If intending to run the utility from GitHub actions, we will need to update some $GITHUB_TOKEN settings on the target Repository to the "permissive setting", which will allow individual workflows to have Read/Write access on more scopes as defined by the per-workflow permissions option:

# Our workflow files in `.github/workflows/*.yml` will need to have the following
# permissions for the utility to be able to use the `$GITHUB_TOKEN` for API calls.
permissions:
  contents: read
  issues: write
  pull-requests: write

Quick Setup

Basic Config

The config is just a YAML file which defines our label colors, descriptions, and hirearchy, while also allowing for some more advanced label generation behavior described in the Advanced section.

Here's a simple config showcasing some common patterns to start us off:

# This will define two static "namespaced labels" which can be later be manually
# set on PRs/Issues. (help-wanted/good-first-issue and help-wanted/more-eyes)
help-wanted:
  good-first-issue:
    color: green
    description: This issue is a great starting point for first time contributors.
  more-eyes:
    color: yellow
    description: This issue/PR requires more maintainers to weigh in.

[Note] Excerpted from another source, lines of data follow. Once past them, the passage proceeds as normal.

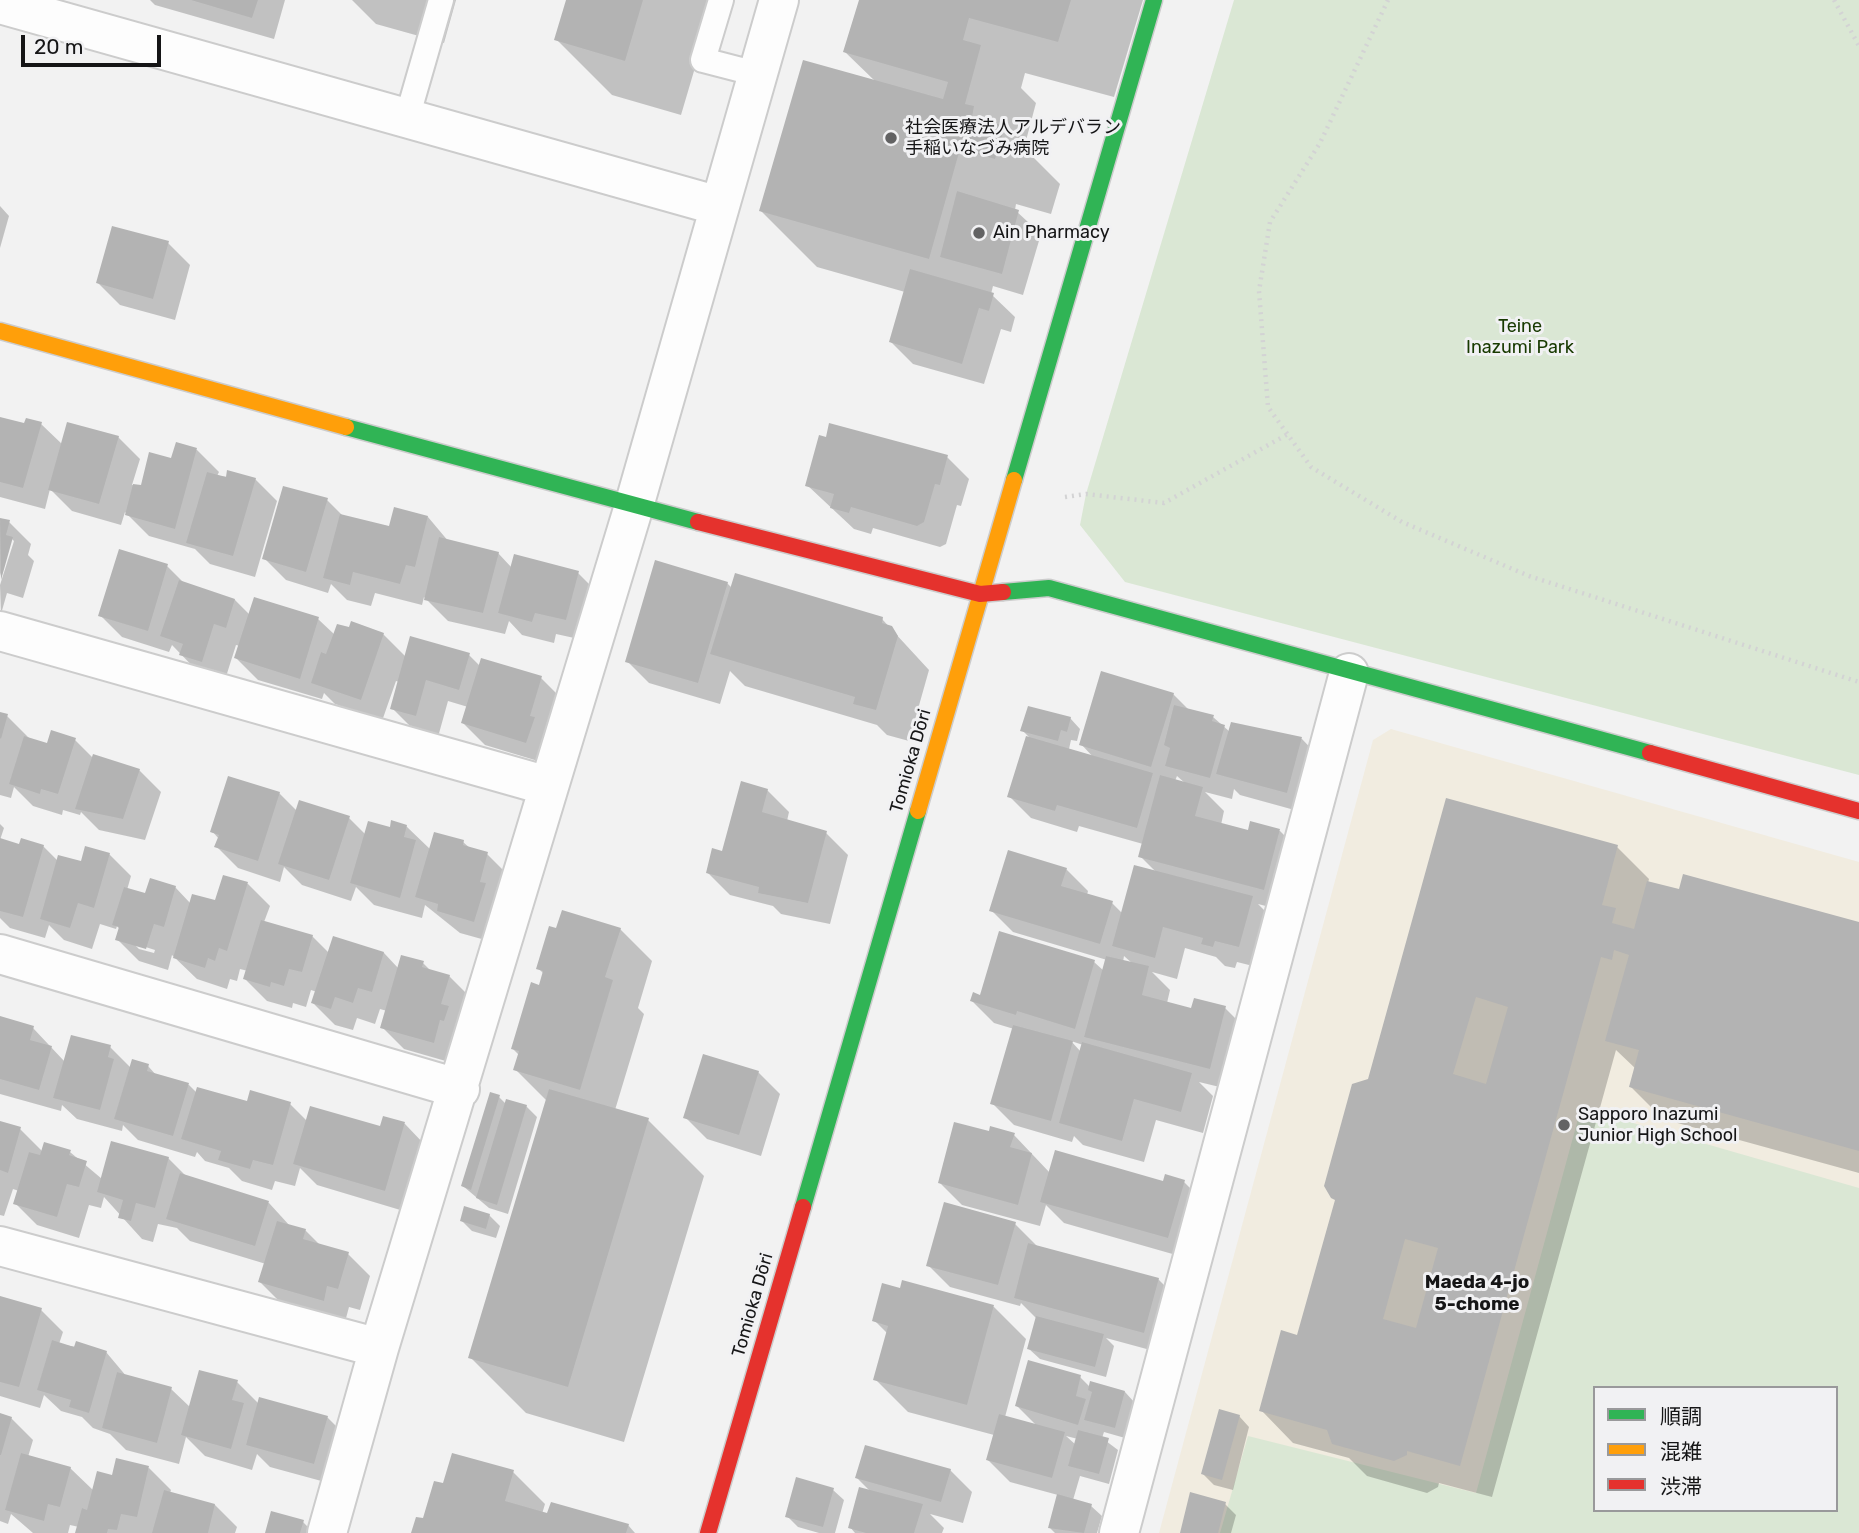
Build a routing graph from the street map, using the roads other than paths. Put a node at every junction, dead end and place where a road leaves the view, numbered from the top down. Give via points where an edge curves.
1 (441, 0) edge
2 (721, 0) edge
3 (779, 0) edge
4 (1154, 0) edge
5 (15, 4) edge
6 (757, 74) junction
7 (407, 118) junction
8 (719, 206) junction
9 (0, 331) edge
10 (634, 506) junction
11 (980, 594) junction
12 (0, 631) edge
13 (1349, 673) junction
14 (548, 786) junction
15 (1859, 811) edge
16 (0, 954) edge
17 (460, 1089) junction
18 (0, 1246) edge
19 (379, 1348) junction
20 (327, 1533) edge
21 (708, 1533) edge
22 (1119, 1533) edge

1 - 7 lane
2 - 6 lane via 703,60
3 - 6 street
4 - 11 street, Tomioka Dōri
5 - 7 street
6 - 8 street
7 - 8 street
8 - 10 street
9 - 10 street
10 - 11 street
10 - 14 street
11 - 13 street via 1049,588
11 - 21 street, Tomioka Dōri
12 - 14 street
13 - 15 street
13 - 22 street
14 - 17 street
16 - 17 street
17 - 19 street
18 - 19 street
19 - 20 street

# This will define a label named "bug" which will automatically be associated
# with issues/PRs whose titles/descriptions match the provided regexes.
bug:
  color: red
  description: This label signifies the Issue/PR is about a bug.
  selectors:
    title: "(issue|bug|fix|problem|failure|error)"
    description: "(issue|bug|problem|failure|error)"

    # This will also make the label be applied to PRs/Issues where a maintainer
    # comments the given magic string on a single line within a comment.
    maintainer_comments: "^(/label-me-as bug)$"

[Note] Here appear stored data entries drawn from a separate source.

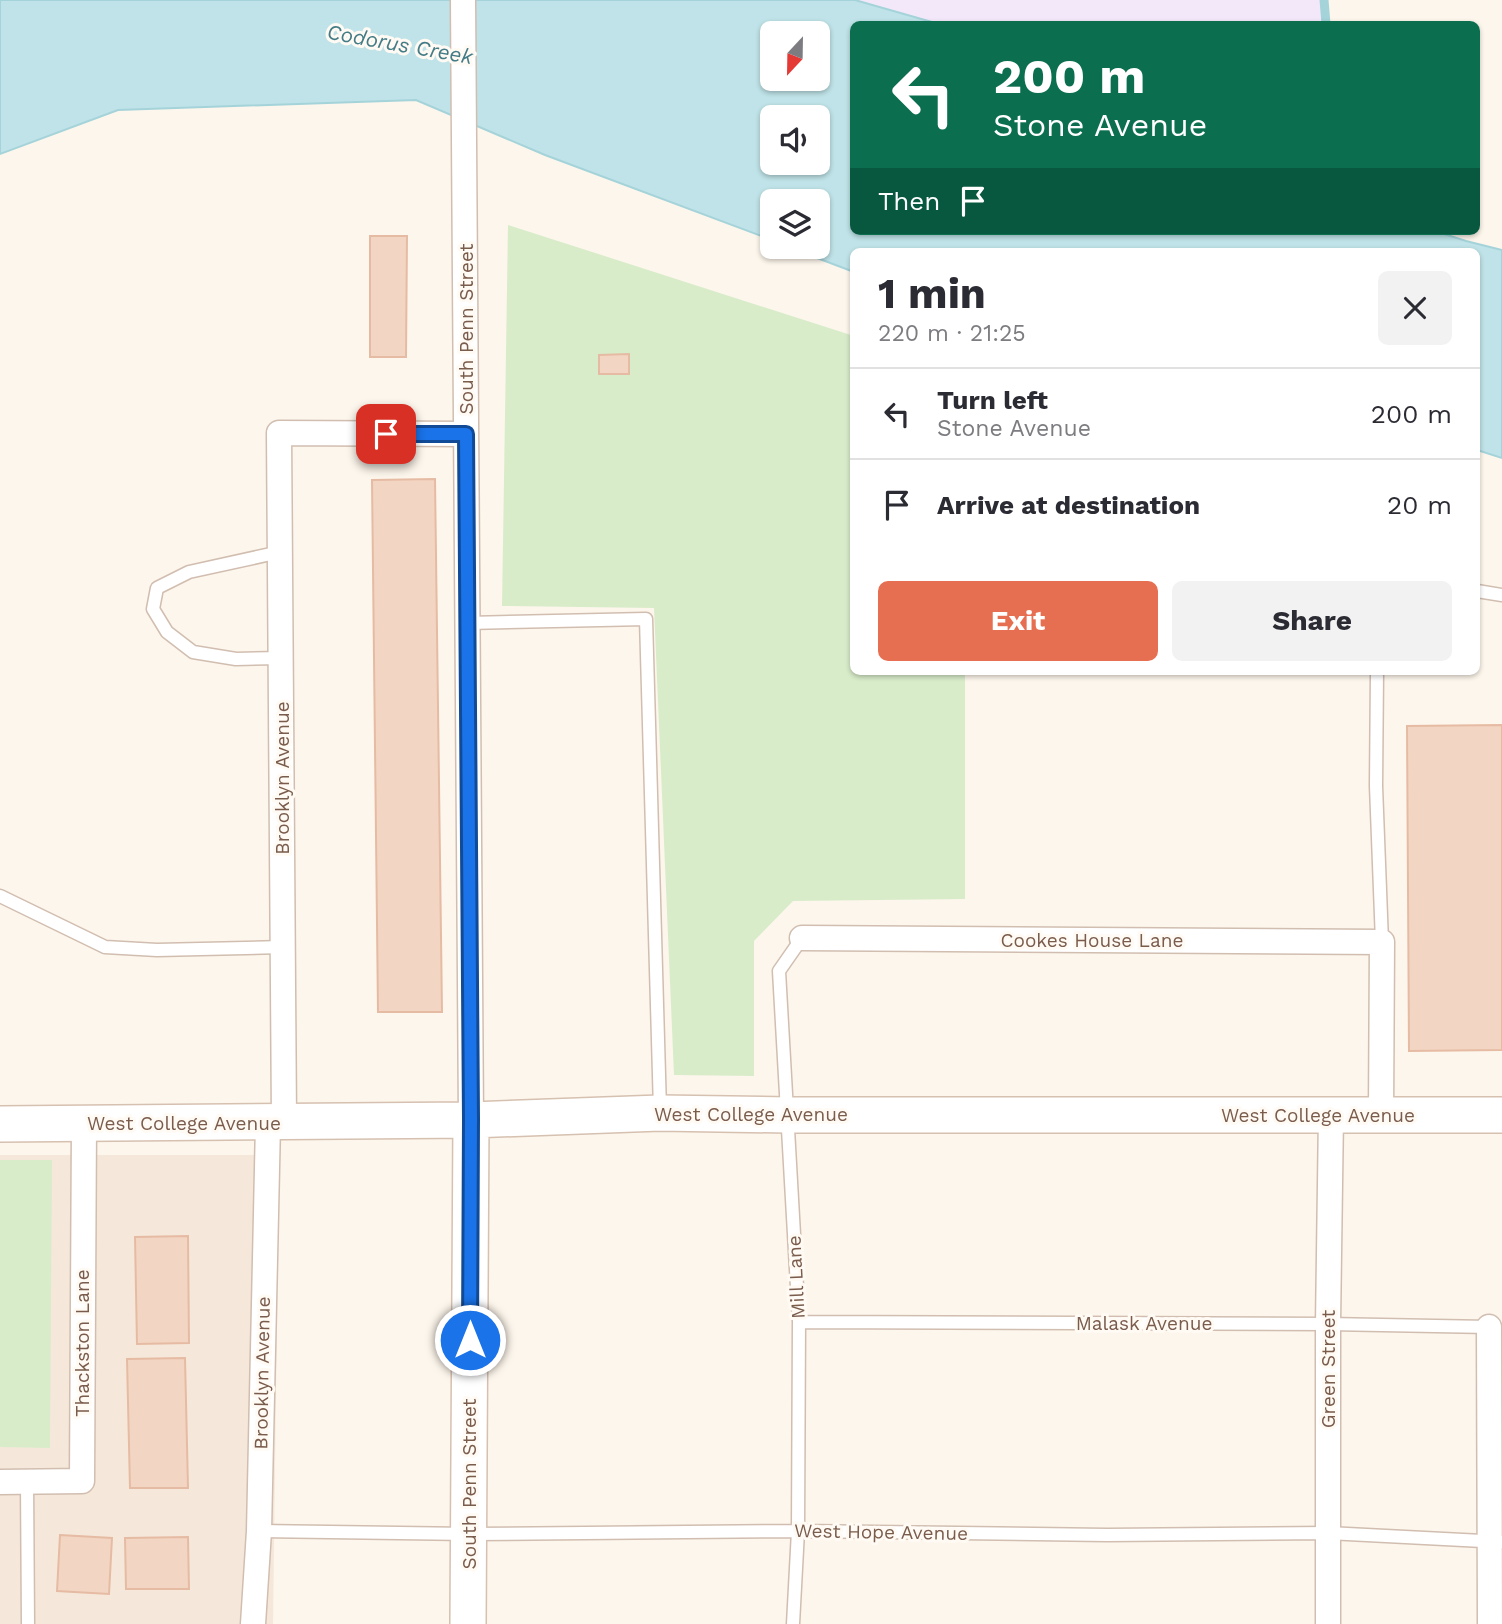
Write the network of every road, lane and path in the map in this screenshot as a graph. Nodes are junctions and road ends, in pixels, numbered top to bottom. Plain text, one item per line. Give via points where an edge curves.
1 (463, 0) edge
2 (466, 434) junction
3 (280, 552) junction
4 (1480, 591) edge
5 (1502, 595) edge
6 (468, 623) junction
7 (281, 658) junction
8 (1377, 675) edge
9 (0, 896) edge
10 (802, 938) joint
11 (1382, 942) junction
12 (283, 947) junction
13 (660, 1113) junction
14 (1331, 1114) junction
15 (788, 1115) junction
16 (1381, 1115) junction
17 (1502, 1115) edge
18 (471, 1119) junction
19 (276, 1122) junction
20 (84, 1123) junction
21 (0, 1124) edge
22 (799, 1322) junction
23 (1328, 1324) junction
24 (1489, 1327) joint
25 (0, 1482) edge
26 (27, 1482) junction
27 (259, 1531) junction
28 (798, 1531) junction
29 (1328, 1533) junction
30 (469, 1534) junction
31 (1495, 1542) edge
32 (28, 1624) edge
33 (253, 1624) edge
34 (468, 1624) edge
35 (793, 1624) edge
36 (1328, 1624) edge
37 (1490, 1624) edge

1 - 2 street, South Penn Street
2 - 3 street, Brooklyn Avenue via 279,433
2 - 6 street, South Penn Street
3 - 7 street, Brooklyn Avenue
3 - 7 lane via 189,572 157,588 153,609 167,632 192,652 236,659
4 - 5 lane
6 - 13 lane via 646,619
6 - 18 street, South Penn Street
7 - 12 street, Brooklyn Avenue
8 - 11 lane
9 - 12 lane via 105,947
10 - 11 street, Cookes House Lane
10 - 15 lane, Mill Lane via 779,971
11 - 16 street
12 - 19 street, Brooklyn Avenue
13 - 15 street, West College Avenue
13 - 18 street, West College Avenue
14 - 15 street, West College Avenue
14 - 16 street, West College Avenue
14 - 23 street, Green Street
15 - 22 lane, Mill Lane
16 - 17 street, West College Avenue
18 - 19 street, West College Avenue
18 - 30 street, South Penn Street
19 - 20 street, West College Avenue
19 - 27 street, Brooklyn Avenue
20 - 21 street, West College Avenue
20 - 26 street, Thackston Lane via 82,1480
22 - 23 lane, Malask Avenue
22 - 28 lane, Mill Lane
23 - 24 lane, Malask Avenue
23 - 29 street, Green Street
24 - 31 street
25 - 26 street, Thackston Lane
26 - 32 lane
27 - 30 lane, West Hope Avenue
27 - 33 street, Brooklyn Avenue
28 - 29 lane, West Hope Avenue
28 - 30 lane, West Hope Avenue
28 - 35 lane, Mill Lane
29 - 31 lane, West Hope Avenue
29 - 36 street, Green Street
30 - 34 street, South Penn Street
31 - 37 street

# This will auto-generate a unique label for any YAML file in the 'samples' directory.
sample-{ files.name_regex.groups[0] }:  # { $SELECTOR_NAME.$FIELD_NAME.$RESULT_NAME }
  color: yellow
  description: This label was created for sample file '{ files.name_regex.full }'.
  selectors:
    files:
      name_regex: "samples/(.*).yaml"

# This will automatically label and close all PRs which contain more than 10k lines of code.
needs-splitting:
  color: red
  description: This PR has more than {diff.min} lines and must be split.
  selectors:
    author:
    diff:
       type: total  # total = additions + deletions
       min: 10000
  if: diff.min != 0
  # Will only trigger on PRs if the 'diff' selector returns a match.
  action:
    perform: close
    # NOTE: can include markdown directives in reply comment.
    comment: |
      Thank you for your contribution to our project! :smile:
      Unfortunately, this PR is *too large to be reviewed effectively*. :disappointed:
      Please break down the changes into individual PRs no larger than {diff.min} lines.

Direct Execution

To run the executable, either:

Install and Run using Python/pip.

# Inside a Python dev env with pip available for installation.
# On Ubuntu, this can be set up using:
$ apt install -y git gcc python3 python3-dev python3-pip

# Clone repo and pip install its only executable script:
$ git clone https://github.com/cloudbase/gh-auto-labeler
$ cd gh-auto-labeler
$ pip3 install ./

# And call the executable, passing in any relevant arguments:
$ gh-auto-labeler \
    --github-token "$GITHUB_TOKEN" \
    --label-definitions-file "/path/to/autolabels.yml" \
    --run-post-labelling-actions \
    username/reponame[/pulls/N] \
    generate

# You can review the list of available arguments using:
$ gh-auto-labeler -h

Run using Docker

# Presuming you've copied your autolabels.yml config to /tmp so it gets mounted.
$ docker run -v /tmp:/tmp -e GITHUB_TOKEN="<your token>" \
    ghcr.io/cloudbase/gh-auto-labeler:latest \
    --label-definitions-file /tmp/autolabels.yml \
    --run-post-labelling-actions \
    username/reponame[/issues/N] \
    generate

# You can review the list of available arguments using:
$ docker run ghcr.io/cloudbase/gh-auto-labeler:main -h

GitHub Actions

The autolabeler can be directly run from within a GitHub action:

# Workflow definition for automatically labelling on various triggers.
name: Autolabeler Sync
description: Workflow definition for automatically labelling on various triggers.

on:
  workflow_dispatch:                    # manual triggers from Actions menu
  push:                                 # triggers on pushes to repo branches
    branches: [main]                    # triggers on pushes to 'main'
    tags: ['v*.*.*']                    # triggers on certain tags
  issues:                               # triggers on issue-related operations
    types: [opened, edited, closed]     # C_UD operations on the issue
  pull_request:                         # triggers on PR-related operations
    branches: [main]                    # PRs must have been opened against 'main'
    types: [opened, edited, reopened]   # triggers on PRs being (re)opened/edited
  issue_comment:                        # triggers on *both* PR/issue comments
    types: [created, edited, deleted]   # C_UD operations on any comments

permissions:
  contents: read
  issues: write
  pull-requests: write

jobs:
  autolabel:
    runs-on: ubuntu-latest
    steps:
      - name: Checkout
        uses: actions/checkout@v3

      - name: "Run autolabelling"
        uses: cloudbase/gh-auto-labeler@main
        with:
          target-from-action-env: ${{ toJSON(github) }}
          # default is ".github/autolabels.yml"
          config-path: "./autolabels.yml"
          command: sync

Configuration

Basic labelers

The autolabeler has a simple YAML-based configuration syntax which is composed from the following constructs:

Label names are string keys which map to the definitions of so-called labelers.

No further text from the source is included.